• _ABOUT THIS EXERCISE_
Here is a block of records. Copy every line in it that includes "Hernán".

• _Stored data entries_
---------------

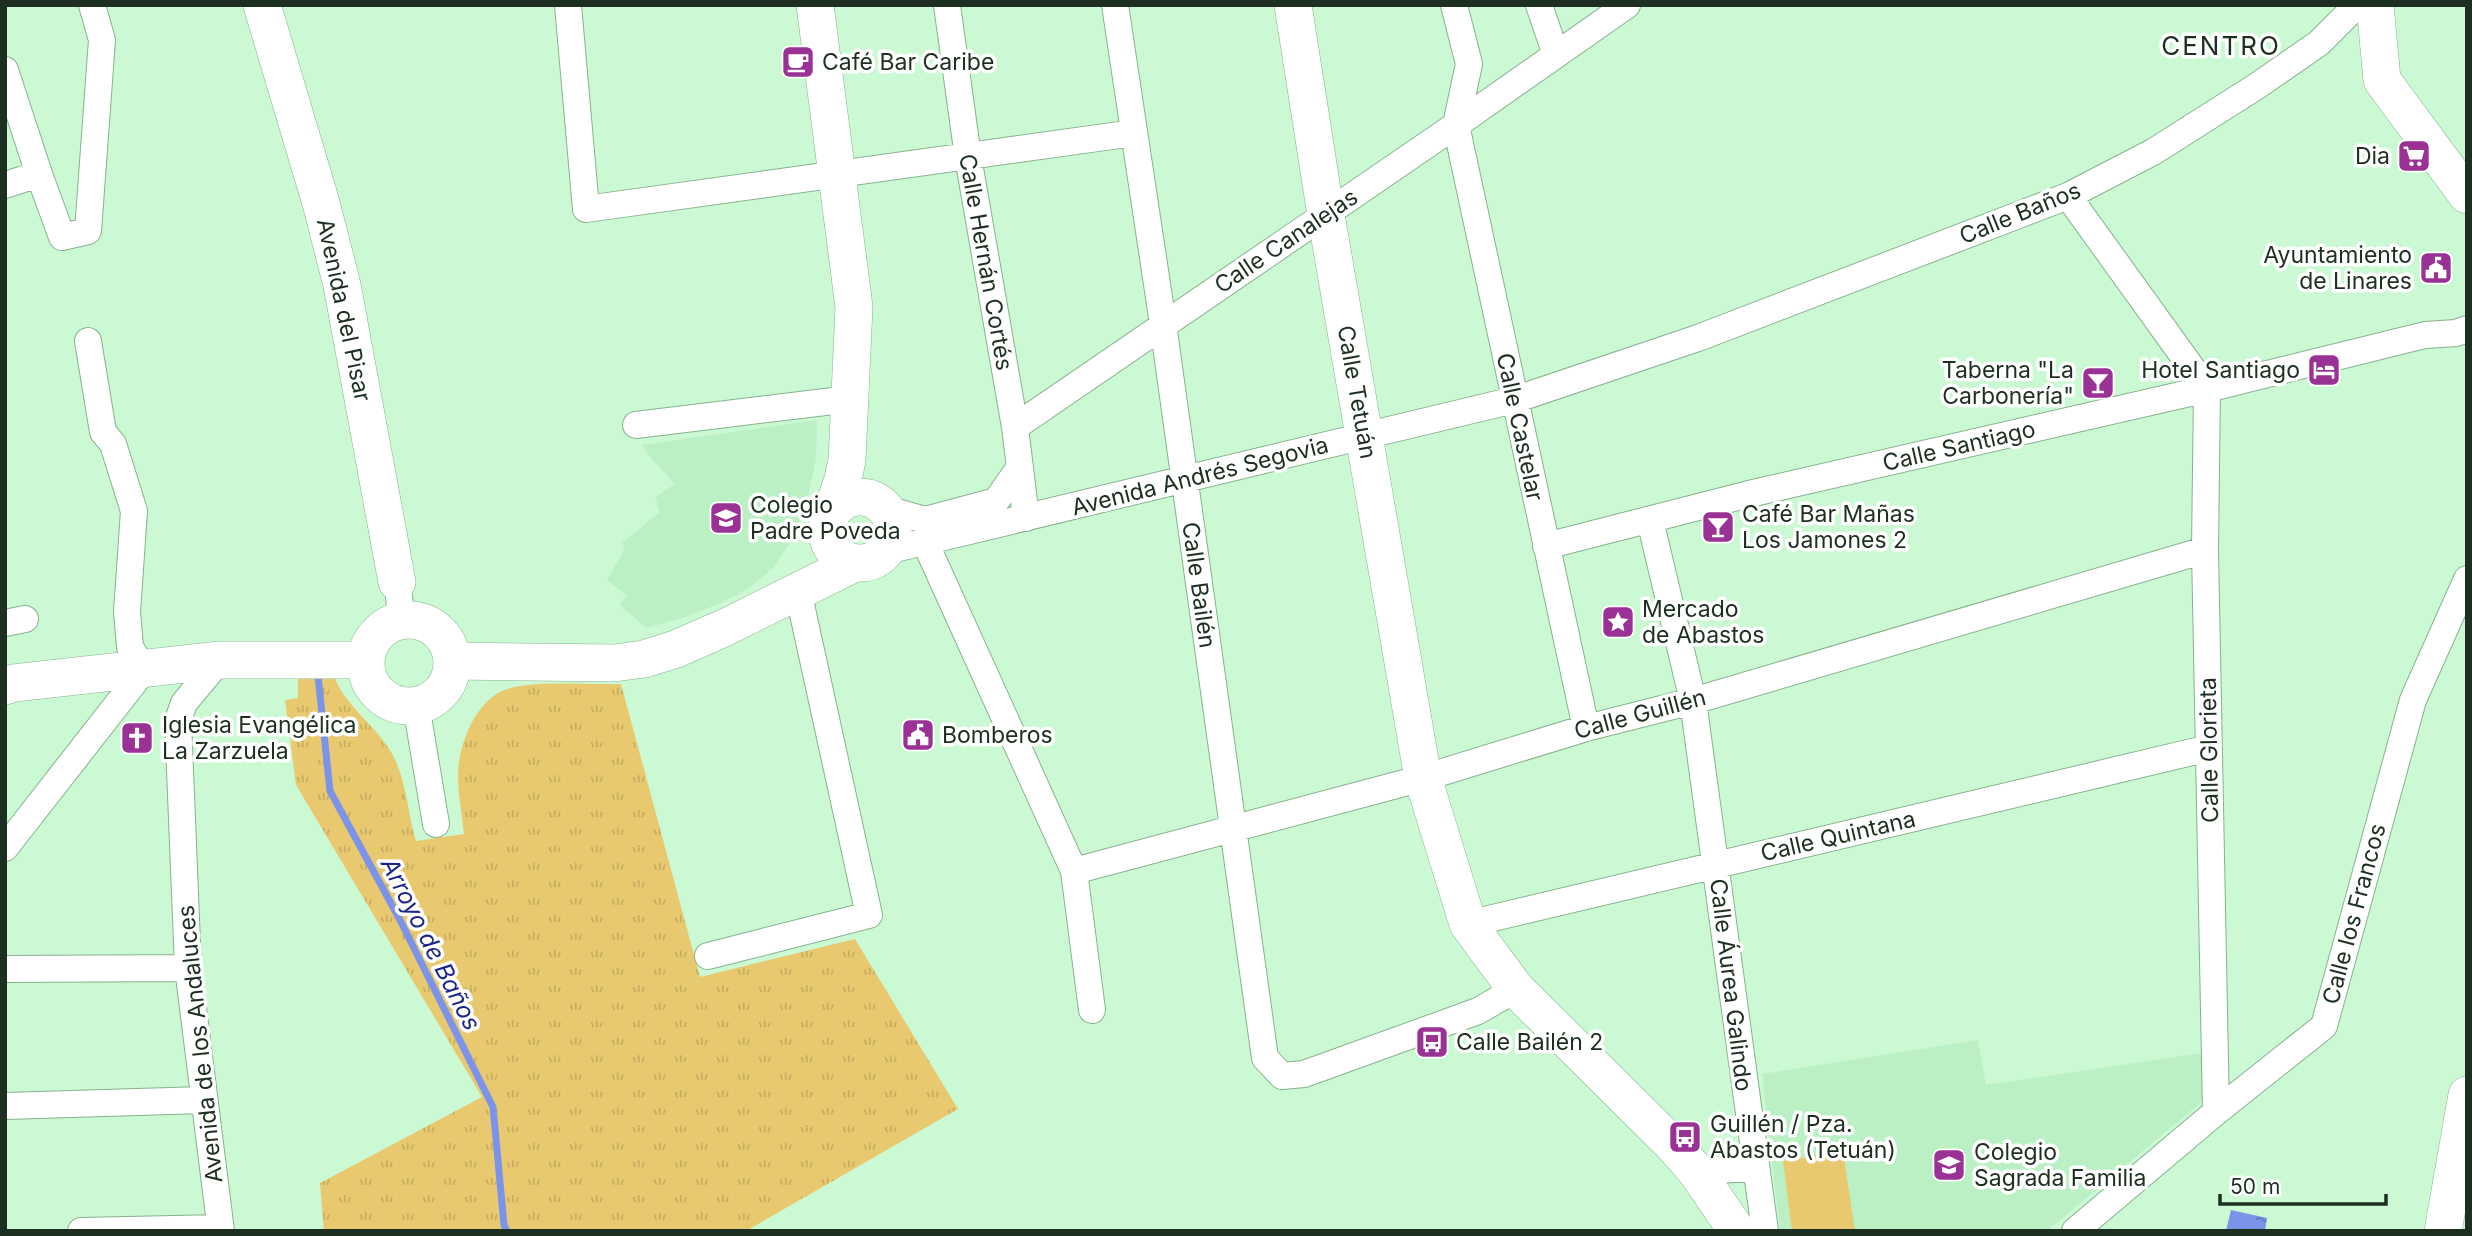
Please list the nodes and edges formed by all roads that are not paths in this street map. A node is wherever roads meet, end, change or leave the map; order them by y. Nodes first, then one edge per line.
1 (92, 5) edge
2 (262, 5) edge
3 (568, 5) edge
4 (815, 5) edge
5 (947, 5) edge
6 (1115, 5) edge
7 (1293, 5) edge
8 (1454, 5) edge
9 (1539, 5) edge
10 (1627, 5) edge
11 (2357, 5) edge
12 (2375, 5) edge
13 (1556, 55) junction
14 (5, 70) edge
15 (1456, 125) junction
16 (1134, 133) junction
17 (968, 157) junction
18 (39, 174) junction
19 (837, 174) junction
20 (5, 185) edge
21 (2467, 195) edge
22 (2068, 197) junction
23 (1326, 215) junction
24 (1163, 324) junction
25 (2463, 333) edge
26 (88, 341) dead end
27 (2207, 388) junction
28 (850, 399) junction
29 (1514, 400) junction
30 (636, 425) dead end
31 (1015, 427) junction
32 (1364, 435) junction
33 (848, 446) junction
34 (1020, 467) junction
35 (1184, 479) junction
36 (881, 505) junction
37 (1027, 518) junction
38 (829, 519) junction
39 (1650, 520) junction
40 (925, 542) junction
41 (1546, 546) junction
42 (2205, 550) junction
43 (871, 557) junction
44 (2467, 579) edge
45 (397, 582) joint
46 (786, 597) junction
47 (402, 620) junction
48 (220, 660) junction
49 (366, 660) junction
50 (452, 661) junction
51 (144, 670) junction
52 (5, 686) edge
53 (1693, 701) junction
54 (416, 705) junction
55 (1586, 728) junction
56 (2209, 748) junction
57 (1423, 778) junction
58 (436, 824) dead end
59 (1235, 830) junction
60 (5, 848) edge
61 (1716, 865) junction
62 (1074, 872) junction
63 (1468, 924) junction
64 (708, 956) dead end
65 (188, 968) junction
66 (5, 969) edge
67 (1516, 989) junction
68 (1092, 1010) dead end
69 (2467, 1095) edge
70 (204, 1100) junction
71 (5, 1106) edge
72 (2216, 1112) junction
73 (1755, 1168) junction
74 (1696, 1171) junction
75 (220, 1229) edge
76 (81, 1231) edge
77 (1737, 1231) edge
78 (1765, 1231) edge
79 (2075, 1231) edge
80 (2443, 1231) edge

1 - 18 street
2 - 45 street, Avenida del Pisar
3 - 19 street
4 - 19 street, Avenida Andrés Segovia
5 - 17 street, Calle Hernán Cortés
6 - 16 street, Calle Bailén
7 - 23 street, Calle Tetuán
8 - 15 street
9 - 13 street
10 - 13 street, Calle Canalejas
11 - 22 street, Calle Baños
12 - 21 street
13 - 15 street, Calle Canalejas
14 - 18 street
15 - 23 street, Calle Canalejas
15 - 29 street, Calle Castelar
16 - 17 street
16 - 24 street, Calle Bailén
17 - 19 street
17 - 31 street, Calle Hernán Cortés
18 - 20 street
19 - 28 street, Avenida Andrés Segovia
22 - 27 street
22 - 29 street, Calle Baños
23 - 24 street, Calle Canalejas
23 - 32 street, Calle Tetuán
24 - 31 street, Calle Canalejas
24 - 35 street, Calle Bailén
25 - 27 street, Calle Santiago
26 - 51 street
27 - 39 street, Calle Santiago
27 - 42 street, Calle Glorieta
28 - 30 street
28 - 33 street, Avenida Andrés Segovia
29 - 32 street, Avenida Andrés Segovia
29 - 41 street, Calle Castelar
31 - 34 street, Calle Hernán Cortés
32 - 35 street, Avenida Andrés Segovia
32 - 57 street, Calle Tetuán
33 - 36 street
33 - 38 street, Avenida Andrés Segovia
34 - 36 street
34 - 37 street, Calle Hernán Cortés
35 - 37 street, Avenida Andrés Segovia
35 - 59 street, Calle Bailén
36 - 38 street
36 - 43 street
37 - 40 street, Avenida Andrés Segovia
38 - 43 street
38 - 46 street, Avenida Andrés Segovia
39 - 41 street, Calle Santiago
39 - 53 street, Calle Áurea Galindo
40 - 43 street, Avenida Andrés Segovia
40 - 62 street
41 - 55 street, Calle Castelar
42 - 53 street, Calle Guillén
42 - 56 street, Calle Glorieta
43 - 46 street, Avenida Andrés Segovia
44 - 72 street, Calle los Francos
45 - 47 street, Avenida del Pisar
46 - 50 street, Avenida Andrés Segovia
46 - 64 street
47 - 49 street
47 - 50 street
48 - 49 street
48 - 51 street
48 - 65 street, Avenida de los Andaluces
49 - 54 street
50 - 54 street
51 - 52 street
51 - 60 street
53 - 55 street, Calle Guillén
53 - 61 street, Calle Áurea Galindo
54 - 58 street
55 - 57 street, Calle Guillén
56 - 61 street, Calle Quintana
56 - 72 street, Calle Glorieta
57 - 59 street, Calle Guillén
57 - 63 street, Calle Tetuán
59 - 62 street, Calle Guillén
59 - 67 street, Calle Bailén
61 - 63 street, Calle Quintana
61 - 73 street, Calle Áurea Galindo
62 - 68 street
63 - 67 street, Calle Tetuán
65 - 66 street
65 - 70 street, Avenida de los Andaluces
67 - 74 street, Calle Tetuán
69 - 80 street
70 - 71 street
70 - 75 street, Avenida de los Andaluces
72 - 79 street, Calle los Francos
73 - 74 street
73 - 78 street, Calle Áurea Galindo
74 - 77 street, Calle Tetuán
75 - 76 street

---------------

• _REPLY TO THE EXERCISE_
5 - 17 street, Calle Hernán Cortés
17 - 31 street, Calle Hernán Cortés
31 - 34 street, Calle Hernán Cortés
34 - 37 street, Calle Hernán Cortés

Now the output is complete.